## Human keypoint data
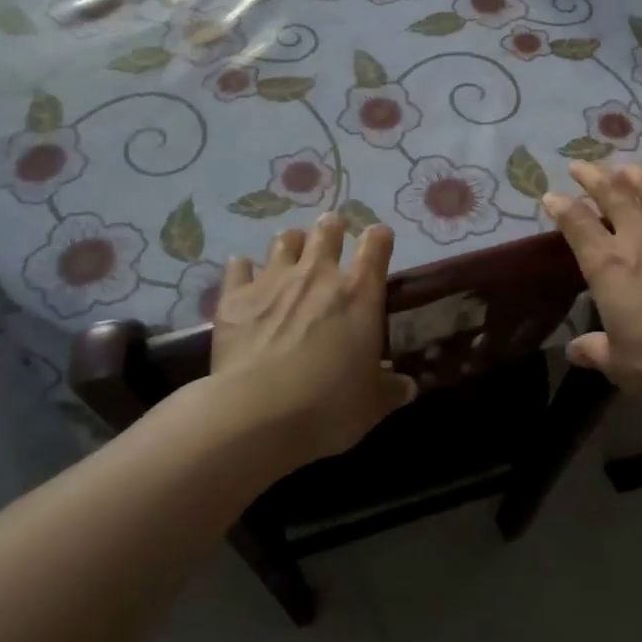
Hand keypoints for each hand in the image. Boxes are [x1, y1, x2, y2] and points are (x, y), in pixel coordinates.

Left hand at [208, 215, 415, 463]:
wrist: (256, 413)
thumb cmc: (328, 406)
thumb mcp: (372, 404)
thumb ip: (390, 389)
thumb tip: (407, 387)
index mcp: (359, 292)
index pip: (376, 244)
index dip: (379, 238)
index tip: (379, 241)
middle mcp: (318, 274)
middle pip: (327, 230)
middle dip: (332, 228)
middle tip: (332, 234)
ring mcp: (273, 281)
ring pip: (284, 241)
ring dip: (291, 243)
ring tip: (292, 250)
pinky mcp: (235, 297)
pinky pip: (238, 268)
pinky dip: (243, 269)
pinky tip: (243, 274)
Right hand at [543, 162, 641, 409]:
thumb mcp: (620, 364)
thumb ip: (595, 351)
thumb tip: (574, 350)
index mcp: (608, 266)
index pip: (577, 225)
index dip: (561, 207)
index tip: (550, 195)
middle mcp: (639, 239)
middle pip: (612, 195)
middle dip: (593, 176)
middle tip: (580, 165)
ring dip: (637, 176)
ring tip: (626, 167)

## Your objective
Could you transcribe the entries above word for word, from the line with "middle tip: (332, 234)" down to the line with "thumb tip: (574, 350)", keeping both?

## Result
middle tip: (332, 234)
ring mcp: (273, 281)
ring pip: (284, 241)
ring dip: (291, 243)
ring tip: (292, 250)
pinky mcp: (235, 297)
pinky pip: (238, 268)
pinky dip: (243, 269)
pinky tip: (243, 274)
Right hand at [543, 162, 641, 409]:
thumb mcp: (620, 364)
thumb ip: (595, 351)
thumb tip: (574, 350)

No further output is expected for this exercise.